Through my personal Lenten journey this year, God has been gradually revealing another level of “tweaking” He wants to do in this area. I thought I’d been doing pretty good— or at least better. But God wants to do what God always wants to do: Go Deeper. Further. Higher.

It’s this “call to missions” I keep going on about.  I’m justifiably terrified of getting settled into a place of self-satisfaction and somehow missing it.  Factor in how 1000+ personnel from the agency we’d been speaking with were brought back home due to budget adjustments. Now we’re not sure what to do. Continuing to pray and seek the answer,  I fear losing momentum or, as I was telling my dear friend Jane the other day— afraid of unwittingly tripping over the line between contentment into complacency. As if God couldn’t shield, protect and guide my willing and obedient heart. 

Now, you’d think… “Oh, well missions is a “God thing” so it must be OK to be discontent and crave more.”  Yes and no. Maybe…it’s complicated.

Yes to pressing in and on towards that upward calling in Christ Jesus.
Yes to flexibility and teachability.
Yes to all the “yes’s and Amen’s” of now.

That’s  also where the “No” comes in:

No if I can’t wait well.
No, if I can’t learn and be humbled during the waiting.
No, if the “thing” from God starts to take the shape of a God-replacing idol.
No… if I can’t joyfully do whatever where I am as if the mission field is always “someplace else”.

And especially NO if I give in to discouragement, unable to appreciate the good and beautiful gifts he’s placed right in front of me because I’m constantly looking towards something “More-better”.

Here, the craving for “more” gets me in trouble and it’s where God is gently, but firmly convicting me sin in my life— how I keep looking past the good gifts right in front of me, afraid to enjoy them for fear of missing the MORE I, for some reason, sense is out theresomewhere, waiting for me.  I’ve been convicted of impatience and lack of trust…and even, in my spirit, of “despising” His pleasure in small beginnings.

Small Beginnings

Soul-wearied,  I’ve asked the girl in the mirror, “WHY?!? What’s WRONG with you?!?” Heck if I know… I simply crave more.  More God-glorifying unity and diversity. More God-centered teamwork and working hard for Him together.  More of seeing Him move mightily in the lives of others and using me up to do it. I wanna be there, wherever and when it happens….and I forget, painfully forget… it’s happening right here…right now…

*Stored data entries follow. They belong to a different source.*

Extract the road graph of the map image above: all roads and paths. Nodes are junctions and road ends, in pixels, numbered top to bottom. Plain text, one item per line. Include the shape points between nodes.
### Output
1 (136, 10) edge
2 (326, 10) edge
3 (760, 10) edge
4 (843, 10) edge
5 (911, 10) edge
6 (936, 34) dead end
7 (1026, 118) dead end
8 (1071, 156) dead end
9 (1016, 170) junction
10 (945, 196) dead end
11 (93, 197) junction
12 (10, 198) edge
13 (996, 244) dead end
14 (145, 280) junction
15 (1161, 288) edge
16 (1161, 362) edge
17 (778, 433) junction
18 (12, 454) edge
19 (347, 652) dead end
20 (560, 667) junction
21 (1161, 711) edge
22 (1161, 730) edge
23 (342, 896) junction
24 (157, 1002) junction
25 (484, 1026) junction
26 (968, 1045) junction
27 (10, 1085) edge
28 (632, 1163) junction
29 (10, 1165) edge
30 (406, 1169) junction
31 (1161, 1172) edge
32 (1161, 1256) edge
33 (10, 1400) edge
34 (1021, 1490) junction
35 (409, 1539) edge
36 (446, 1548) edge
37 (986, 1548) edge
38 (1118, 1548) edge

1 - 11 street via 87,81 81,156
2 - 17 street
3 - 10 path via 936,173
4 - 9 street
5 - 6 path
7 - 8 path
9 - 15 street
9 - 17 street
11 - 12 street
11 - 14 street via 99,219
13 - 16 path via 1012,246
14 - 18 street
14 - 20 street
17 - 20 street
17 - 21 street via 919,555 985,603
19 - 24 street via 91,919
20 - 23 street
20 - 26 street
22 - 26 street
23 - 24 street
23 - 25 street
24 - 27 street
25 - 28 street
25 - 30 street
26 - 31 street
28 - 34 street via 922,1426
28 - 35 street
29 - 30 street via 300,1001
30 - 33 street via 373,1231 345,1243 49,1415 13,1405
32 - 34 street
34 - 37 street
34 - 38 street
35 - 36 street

  • In paper cups filled with seeds and dirt and harvest promise with plenty to share.
  • Working with a community of women to open God’s grace to 91 of our young ladies.
  • In relationship with neighbors who know about Jesus but nothing yet of His saving grace.

(Sigh)… see what I mean?

So, this is where I am today— humbled, repentant and somewhat embarrassed to make these confessions. But I’m willing to put it all out here because I believe, on some level I’m not alone here. Maybe you’re struggling too? Maybe you’re having a hard time in the waiting place or in knowing how to remain satisfied with what IS even in the light of what MAY (or may not) BE. Maybe it’s a reminder to live the “someday” NOW.

Less than Living

These words shake me. I don’t wanna be “That Girl”… preoccupied with the once was or might be only to find that spent my life doing “something less” instead of the more I’ve always craved.

For the record, although I can’t tell him myself, if my brother was alive today I’d want him to know…”Hey, I’m really sorry about that whole burger thing”.